Capital Markets Union: Securitization part of ‘decisive push’ for CMU
EC aims for low-hanging fruit; ABS being pushed ‘too far, too quickly’.
With the EU’s three-month consultation on Capital Markets Union now closed, thoughts are turning to European commissioner Jonathan Hill’s green paper on the initiative, due in September. Few initiatives in recent years have triggered such debate and carried such a weight of expectation.
“This is a generational challenge,” said Niall Bohan, head of the unit for CMU at the European Commission at a meeting in London in late May. “We are trying to select a few initiatives where the EC can deliver a decisive push to some of the bottlenecks in the system.”
Bohan is well aware that all of the initiative’s ambitions could be hard to realize. “We have to be smart about what we put in there,” he said. “[We] don’t want to aim for the absolute, to avoid us spending the next 10 years banging our heads over failure to deliver tax harmony or insolvency harmony.
“We are talking about a structural transformation of the European financial system,” Bohan continued. “Financial stability is an issue we will have to be cognizant of, but it shouldn’t be a hindrance to moving forward. [We] have to move beyond flying the European economy on one wing – that of bank finance.”
CMU has to happen. There is no choice. Securitization has to happen in Europe, but it is a slow process to rebuild
Access to finance is driving the CMU narrative. The most recent EY ranking of G20 countries in terms of access to finance has Germany at 14, France at 16 and Italy at 19. The UK ranks number two behind the US.
The EC is initially targeting the Prospectus Directive and the development of securitization. Consultations on these issues were taken alongside those on broader CMU and have also now closed. The EC wants to open up capital market access to SMEs by making prospectuses cheaper and easier to produce.
However, this exercise highlights what could be the Achilles heel of the whole process: the achievable initiatives may only be largely inconsequential.
“The Prospectus Directive is one that can be taken up really quickly, but I think we also all agree that we are not going to change the world and solve the problem through the Prospectus Directive by itself, although it is important,” Cora van Nieuwenhuizen, MEP for the Alliance of Liberals and Democrats for Europe, said at the ICMA AGM in Amsterdam in June. “I really think we should try to take up securitization as the next thing to work on. That is what the majority of SMEs could use as an alternative to what already exists. The Prospectus Directive is wonderful, but most of the SMEs are not going to use it anyhow.”

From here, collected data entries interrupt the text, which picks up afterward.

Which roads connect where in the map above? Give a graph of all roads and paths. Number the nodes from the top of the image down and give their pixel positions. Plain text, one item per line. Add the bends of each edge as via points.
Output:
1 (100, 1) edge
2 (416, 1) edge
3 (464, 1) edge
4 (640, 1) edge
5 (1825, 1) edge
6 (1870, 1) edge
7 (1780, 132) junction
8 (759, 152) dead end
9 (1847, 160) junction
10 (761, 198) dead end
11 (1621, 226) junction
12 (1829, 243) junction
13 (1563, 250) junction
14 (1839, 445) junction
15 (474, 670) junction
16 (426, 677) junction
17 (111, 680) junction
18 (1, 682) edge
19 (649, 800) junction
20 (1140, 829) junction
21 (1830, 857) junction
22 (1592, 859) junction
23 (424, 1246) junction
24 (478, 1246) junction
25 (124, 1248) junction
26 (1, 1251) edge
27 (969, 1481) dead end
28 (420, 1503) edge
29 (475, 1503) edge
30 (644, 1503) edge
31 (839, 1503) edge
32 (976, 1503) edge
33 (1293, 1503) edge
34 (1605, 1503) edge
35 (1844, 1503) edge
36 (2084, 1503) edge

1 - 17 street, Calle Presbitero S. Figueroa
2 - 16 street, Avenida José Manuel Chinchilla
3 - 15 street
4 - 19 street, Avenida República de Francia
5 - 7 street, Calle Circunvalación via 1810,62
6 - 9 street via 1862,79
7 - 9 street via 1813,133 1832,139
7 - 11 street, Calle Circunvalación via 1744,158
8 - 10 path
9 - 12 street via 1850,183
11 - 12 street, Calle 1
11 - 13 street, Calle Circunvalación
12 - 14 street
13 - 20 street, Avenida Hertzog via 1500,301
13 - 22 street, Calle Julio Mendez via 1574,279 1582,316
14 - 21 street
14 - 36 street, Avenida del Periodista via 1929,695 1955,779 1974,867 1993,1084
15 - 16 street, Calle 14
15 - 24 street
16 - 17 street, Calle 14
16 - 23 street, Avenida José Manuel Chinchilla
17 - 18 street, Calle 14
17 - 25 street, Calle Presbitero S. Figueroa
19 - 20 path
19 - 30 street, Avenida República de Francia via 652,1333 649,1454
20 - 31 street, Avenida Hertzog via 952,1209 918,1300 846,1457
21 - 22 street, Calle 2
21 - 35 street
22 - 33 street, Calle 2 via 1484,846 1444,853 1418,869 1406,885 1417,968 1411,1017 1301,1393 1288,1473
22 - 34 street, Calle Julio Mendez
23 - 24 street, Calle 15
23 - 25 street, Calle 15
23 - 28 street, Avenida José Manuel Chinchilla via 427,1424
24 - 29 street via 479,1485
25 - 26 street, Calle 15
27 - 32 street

Dutch finance minister Jeroen Dijsselbloem emphasized the complexity of the task facing the EC at the same meeting. Banking union was “an intricate union of initiatives focused on a single goal” he said, but CMU was an intricate union of initiatives with various objectives and outcomes. “Banking union is the Beatles and CMU is jazz,” he concluded. For anyone who has listened to hours of Thelonius Monk, the prospects for CMU look bleak.
“I never thought banking union would get completed as quickly as it did, and I think some of that has spilled over to addressing some of the economic problems that Europe has,” Daniel Trinder, managing director and global head of regulatory policy at Deutsche Bank, said at the same meeting. “In some senses, we are attacking the low-hanging fruit. It is not low hanging because it is necessarily the easiest to reach; it is low hanging because of where it is in the process. So it is securitization or the prospectus directive review. With securitization, that is where you start to see the benefits most quickly, and then I think people will start to realise much more the economic benefits of it.”
In the final weeks before Hill publishes his green paper, it therefore appears that CMU’s sights are firmly trained on Europe’s stuttering securitization market. The market welcomes its rehabilitation, but there are concerns that the asset class is being asked to run before it can walk.
“CMU has to happen,” says Greg Peters, senior portfolio manager at Pramerica Fixed Income in New York. “There is no choice. Securitization has to happen in Europe, but it is a slow process to rebuild.”
Peters joined the asset manager just over a year ago, after creating and leading Morgan Stanley’s cross-asset and asset allocation department. He gained renown in the financial crisis after warning in November 2007 that there was a greater than 50% chance that mortgage losses would cause a systemic shock that would bring the financial system to a grinding halt.
Seen it before
“This process [rebuilding ABS in Europe] might be quicker as it is being pushed as an avenue for the ECB,” he tells Euromoney. “But I worry that it might get pushed far too quickly and stuff gets packaged that shouldn’t be. We have seen this all before.”
In the meantime, Peters is ready to benefit from the lingering ABS dislocation in the region. “Structured finance is the most fundamentally cheap asset out there by a long shot,” he says. “Triple-A CLOs are completely mispriced, and I hope it stays that way.”